Dataset excerpts
#####

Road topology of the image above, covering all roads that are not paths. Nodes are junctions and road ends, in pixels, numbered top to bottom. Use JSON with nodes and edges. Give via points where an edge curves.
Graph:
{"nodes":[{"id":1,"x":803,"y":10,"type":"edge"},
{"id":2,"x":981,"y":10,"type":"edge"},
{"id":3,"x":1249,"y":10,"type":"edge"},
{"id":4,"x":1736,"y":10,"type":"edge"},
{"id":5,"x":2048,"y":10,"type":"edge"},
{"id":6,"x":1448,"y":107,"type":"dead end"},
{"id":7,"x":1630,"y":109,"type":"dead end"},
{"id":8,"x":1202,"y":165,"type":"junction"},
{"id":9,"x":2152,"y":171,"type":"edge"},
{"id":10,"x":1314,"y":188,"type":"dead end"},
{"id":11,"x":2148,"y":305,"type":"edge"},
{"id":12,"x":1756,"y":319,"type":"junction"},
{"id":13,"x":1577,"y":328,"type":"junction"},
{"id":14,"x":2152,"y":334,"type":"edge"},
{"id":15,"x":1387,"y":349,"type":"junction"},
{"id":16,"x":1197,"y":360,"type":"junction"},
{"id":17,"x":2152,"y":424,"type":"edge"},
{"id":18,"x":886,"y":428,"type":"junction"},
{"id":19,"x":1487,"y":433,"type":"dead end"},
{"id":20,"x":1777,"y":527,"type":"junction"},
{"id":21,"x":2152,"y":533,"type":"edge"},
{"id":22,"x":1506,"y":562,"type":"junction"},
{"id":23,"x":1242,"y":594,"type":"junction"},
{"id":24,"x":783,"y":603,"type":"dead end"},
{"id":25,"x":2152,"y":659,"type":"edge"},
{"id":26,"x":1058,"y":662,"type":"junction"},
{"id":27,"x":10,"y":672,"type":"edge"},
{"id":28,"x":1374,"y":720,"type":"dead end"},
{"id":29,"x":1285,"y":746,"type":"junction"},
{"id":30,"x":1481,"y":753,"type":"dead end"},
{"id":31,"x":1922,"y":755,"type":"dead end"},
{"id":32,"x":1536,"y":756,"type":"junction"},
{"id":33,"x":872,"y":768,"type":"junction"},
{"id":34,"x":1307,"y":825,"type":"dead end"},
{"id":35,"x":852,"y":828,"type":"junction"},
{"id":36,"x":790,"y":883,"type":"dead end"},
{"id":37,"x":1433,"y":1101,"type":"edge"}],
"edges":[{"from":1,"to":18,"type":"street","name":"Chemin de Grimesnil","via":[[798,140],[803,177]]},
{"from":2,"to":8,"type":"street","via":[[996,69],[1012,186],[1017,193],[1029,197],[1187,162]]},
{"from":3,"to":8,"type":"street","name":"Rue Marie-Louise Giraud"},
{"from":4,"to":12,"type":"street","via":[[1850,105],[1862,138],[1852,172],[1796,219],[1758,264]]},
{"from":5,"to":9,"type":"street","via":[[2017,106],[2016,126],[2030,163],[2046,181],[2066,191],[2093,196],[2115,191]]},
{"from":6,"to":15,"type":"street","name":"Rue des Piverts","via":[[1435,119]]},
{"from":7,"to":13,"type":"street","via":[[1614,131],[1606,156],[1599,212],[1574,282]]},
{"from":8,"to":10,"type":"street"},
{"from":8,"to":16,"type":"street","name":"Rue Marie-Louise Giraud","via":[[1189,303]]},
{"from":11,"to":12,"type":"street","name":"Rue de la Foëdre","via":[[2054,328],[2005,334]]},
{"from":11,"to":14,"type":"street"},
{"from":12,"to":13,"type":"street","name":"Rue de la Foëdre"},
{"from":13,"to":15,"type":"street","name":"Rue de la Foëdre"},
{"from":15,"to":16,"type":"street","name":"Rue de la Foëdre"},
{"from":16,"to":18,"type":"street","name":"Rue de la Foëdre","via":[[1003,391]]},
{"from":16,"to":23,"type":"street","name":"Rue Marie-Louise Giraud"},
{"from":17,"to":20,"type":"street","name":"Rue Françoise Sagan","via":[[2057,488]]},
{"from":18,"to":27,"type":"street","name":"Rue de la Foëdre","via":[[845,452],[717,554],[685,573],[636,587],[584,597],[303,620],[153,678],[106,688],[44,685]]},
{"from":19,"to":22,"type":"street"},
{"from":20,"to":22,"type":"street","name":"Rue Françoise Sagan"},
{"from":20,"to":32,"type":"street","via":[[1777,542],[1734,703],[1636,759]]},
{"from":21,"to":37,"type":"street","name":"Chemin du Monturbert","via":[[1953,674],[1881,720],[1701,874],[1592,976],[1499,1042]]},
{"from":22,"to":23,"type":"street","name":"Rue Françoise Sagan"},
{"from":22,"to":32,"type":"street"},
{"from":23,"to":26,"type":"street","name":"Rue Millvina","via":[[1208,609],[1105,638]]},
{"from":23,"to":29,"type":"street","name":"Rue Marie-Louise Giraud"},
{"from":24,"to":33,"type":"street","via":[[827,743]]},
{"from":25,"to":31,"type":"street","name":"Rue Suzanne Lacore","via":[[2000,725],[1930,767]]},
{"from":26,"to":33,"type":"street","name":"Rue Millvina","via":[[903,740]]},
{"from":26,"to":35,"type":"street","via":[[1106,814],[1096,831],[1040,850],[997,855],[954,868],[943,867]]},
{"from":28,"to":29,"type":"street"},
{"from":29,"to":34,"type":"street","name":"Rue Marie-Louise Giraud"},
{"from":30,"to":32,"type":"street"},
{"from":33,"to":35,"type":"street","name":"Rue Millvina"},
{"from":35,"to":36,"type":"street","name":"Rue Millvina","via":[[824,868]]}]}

#####

Problem to work on
Locate the word "Françoise" in the records and collect each line it appears in.

Solution to the exercise
{"from":17,"to":20,"type":"street","name":"Rue Françoise Sagan","via":[[2057,488]]},
{"from":20,"to":22,"type":"street","name":"Rue Françoise Sagan"},
{"from":22,"to":23,"type":"street","name":"Rue Françoise Sagan"},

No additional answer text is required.